Lettre à Cléone, depuis le Chiapas (Jérôme Baschet / Cerveaux non disponibles)
Je vous écris depuis le Chiapas, au moment où s’achève un mois de décembre d’intenses activités zapatistes. Je devrais, en tout premier lieu, mentionner la Rencontre internationale des femmes qui luttent, qui s’est tenue dans le caracol de Morelia. Mais, à quoi bon ?, je suis certain que vous y avez pris part ; et de plus, moi, je n’y étais pas, puisque la gent masculine, héritière – consentante, ou bien malgré elle – de millénaires de domination patriarcale, n’y avait pas été conviée. Peut-être est-ce vous qui nous la raconterez un jour…

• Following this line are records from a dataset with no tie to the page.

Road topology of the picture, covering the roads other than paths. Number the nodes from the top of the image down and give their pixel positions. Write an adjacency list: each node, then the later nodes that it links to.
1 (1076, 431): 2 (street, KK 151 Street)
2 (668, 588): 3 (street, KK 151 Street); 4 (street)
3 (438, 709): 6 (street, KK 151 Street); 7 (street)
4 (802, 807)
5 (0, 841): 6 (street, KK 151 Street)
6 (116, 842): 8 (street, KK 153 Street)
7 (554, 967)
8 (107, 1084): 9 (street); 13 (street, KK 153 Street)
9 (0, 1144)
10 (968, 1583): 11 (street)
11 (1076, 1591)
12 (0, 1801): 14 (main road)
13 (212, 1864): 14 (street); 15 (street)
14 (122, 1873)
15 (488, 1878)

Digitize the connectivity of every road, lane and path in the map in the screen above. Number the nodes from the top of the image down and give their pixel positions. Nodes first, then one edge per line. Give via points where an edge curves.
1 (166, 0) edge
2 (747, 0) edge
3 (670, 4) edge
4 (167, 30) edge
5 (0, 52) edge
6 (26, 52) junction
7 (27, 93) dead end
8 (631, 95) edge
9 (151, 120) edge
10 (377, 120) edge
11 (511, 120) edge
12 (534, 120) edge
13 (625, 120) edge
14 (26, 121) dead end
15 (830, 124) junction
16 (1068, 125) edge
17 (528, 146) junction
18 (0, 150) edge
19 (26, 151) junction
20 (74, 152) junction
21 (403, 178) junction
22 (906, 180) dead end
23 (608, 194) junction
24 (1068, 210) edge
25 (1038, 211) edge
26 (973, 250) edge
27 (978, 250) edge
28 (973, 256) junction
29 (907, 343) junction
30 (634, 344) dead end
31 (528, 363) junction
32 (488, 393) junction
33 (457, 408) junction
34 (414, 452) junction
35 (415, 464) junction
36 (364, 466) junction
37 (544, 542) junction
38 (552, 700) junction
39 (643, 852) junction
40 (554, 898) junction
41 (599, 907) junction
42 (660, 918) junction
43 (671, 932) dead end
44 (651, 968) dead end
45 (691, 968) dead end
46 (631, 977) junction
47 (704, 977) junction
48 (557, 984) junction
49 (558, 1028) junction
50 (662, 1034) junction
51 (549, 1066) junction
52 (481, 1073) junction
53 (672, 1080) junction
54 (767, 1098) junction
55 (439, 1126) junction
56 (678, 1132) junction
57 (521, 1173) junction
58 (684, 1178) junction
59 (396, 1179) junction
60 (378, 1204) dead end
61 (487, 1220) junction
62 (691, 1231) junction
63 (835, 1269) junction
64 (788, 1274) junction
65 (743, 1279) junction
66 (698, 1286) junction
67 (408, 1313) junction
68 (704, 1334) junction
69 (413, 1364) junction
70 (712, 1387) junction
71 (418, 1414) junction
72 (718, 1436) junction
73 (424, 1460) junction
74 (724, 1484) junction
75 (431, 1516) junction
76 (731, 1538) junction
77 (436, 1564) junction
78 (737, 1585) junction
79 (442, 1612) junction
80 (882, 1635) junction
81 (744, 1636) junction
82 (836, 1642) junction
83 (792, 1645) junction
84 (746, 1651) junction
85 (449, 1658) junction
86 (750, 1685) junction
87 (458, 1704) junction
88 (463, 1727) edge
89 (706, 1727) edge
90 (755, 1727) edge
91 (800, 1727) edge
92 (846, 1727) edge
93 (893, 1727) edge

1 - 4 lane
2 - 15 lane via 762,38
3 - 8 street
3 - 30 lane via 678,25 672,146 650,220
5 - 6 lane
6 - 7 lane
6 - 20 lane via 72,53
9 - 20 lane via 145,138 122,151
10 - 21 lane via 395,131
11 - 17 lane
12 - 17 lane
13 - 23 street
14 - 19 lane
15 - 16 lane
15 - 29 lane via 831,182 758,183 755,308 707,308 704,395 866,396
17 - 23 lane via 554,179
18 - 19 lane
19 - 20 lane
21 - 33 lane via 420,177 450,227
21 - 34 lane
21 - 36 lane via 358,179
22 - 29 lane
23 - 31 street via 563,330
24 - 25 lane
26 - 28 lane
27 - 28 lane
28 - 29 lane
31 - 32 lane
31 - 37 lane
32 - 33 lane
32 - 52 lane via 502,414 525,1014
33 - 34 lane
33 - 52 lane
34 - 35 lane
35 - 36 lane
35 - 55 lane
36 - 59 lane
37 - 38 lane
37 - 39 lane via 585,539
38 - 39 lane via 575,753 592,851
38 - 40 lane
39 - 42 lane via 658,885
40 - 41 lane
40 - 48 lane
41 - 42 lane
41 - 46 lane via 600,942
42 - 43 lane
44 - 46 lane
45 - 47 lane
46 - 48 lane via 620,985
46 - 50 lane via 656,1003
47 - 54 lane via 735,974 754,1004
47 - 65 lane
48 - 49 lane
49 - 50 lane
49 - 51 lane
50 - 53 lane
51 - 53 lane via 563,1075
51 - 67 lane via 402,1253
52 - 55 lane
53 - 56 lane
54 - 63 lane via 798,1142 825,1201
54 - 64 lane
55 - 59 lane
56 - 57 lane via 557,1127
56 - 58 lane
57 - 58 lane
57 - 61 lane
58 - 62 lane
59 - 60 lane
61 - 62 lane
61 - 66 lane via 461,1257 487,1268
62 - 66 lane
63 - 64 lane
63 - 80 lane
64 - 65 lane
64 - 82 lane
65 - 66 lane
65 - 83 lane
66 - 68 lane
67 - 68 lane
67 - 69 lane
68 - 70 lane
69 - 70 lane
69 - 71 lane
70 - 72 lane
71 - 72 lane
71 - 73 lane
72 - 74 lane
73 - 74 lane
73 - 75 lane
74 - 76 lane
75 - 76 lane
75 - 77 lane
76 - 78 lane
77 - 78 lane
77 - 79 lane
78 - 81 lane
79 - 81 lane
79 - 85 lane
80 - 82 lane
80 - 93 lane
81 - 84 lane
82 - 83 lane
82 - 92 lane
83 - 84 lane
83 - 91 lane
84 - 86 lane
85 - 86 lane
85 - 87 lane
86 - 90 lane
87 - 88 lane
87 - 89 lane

On peut quand même évoquer la forte impression d’une rencontre organisée de Z à A par les femmes zapatistes, qui a réuni près de 4000 personnes, venues de 47 pays des cinq continents. Et en particulier, la puissance émotive de cette inauguration au cours de laquelle les femmes réservistes de l’armée zapatiste vinrent former plusieurs cercles concentriques autour d’une fillette indienne, pour la protéger de leurs arcs tendus. Comme l’expliqua la commandante Amada, « notre devoir comme femmes que nous sommes, comme femmes qui luttent, est de nous protéger et de nous défendre. Et plus encore, s’il s’agit d’une petite fille. Nous devons la protéger et la défendre avec tout ce que nous avons. Et si nous n’avons rien, avec des bâtons et des pierres. Et si nous n’avons ni bâton ni pierre, alors avec notre corps… Les choses sont ainsi, il nous faut vivre à la défensive, et enseigner à nos filles à grandir à la défensive. Et cela, jusqu’à ce qu’elles puissent naître et grandir sans crainte. Nous, comme femmes zapatistes, nous pensons qu’il est préférable, pour y parvenir, d’être organisées. Nous savons que certaines pensent qu’on peut aussi y parvenir de manière individuelle, mais nous, comme zapatistes que nous sommes, nous le faisons de manière organisée ». Il y a peu, les zapatistes avaient dit déjà que leur lutte ne prendra fin que le jour où ce calvaire féminin de devoir grandir et vivre dans la peur sera entièrement éradiqué.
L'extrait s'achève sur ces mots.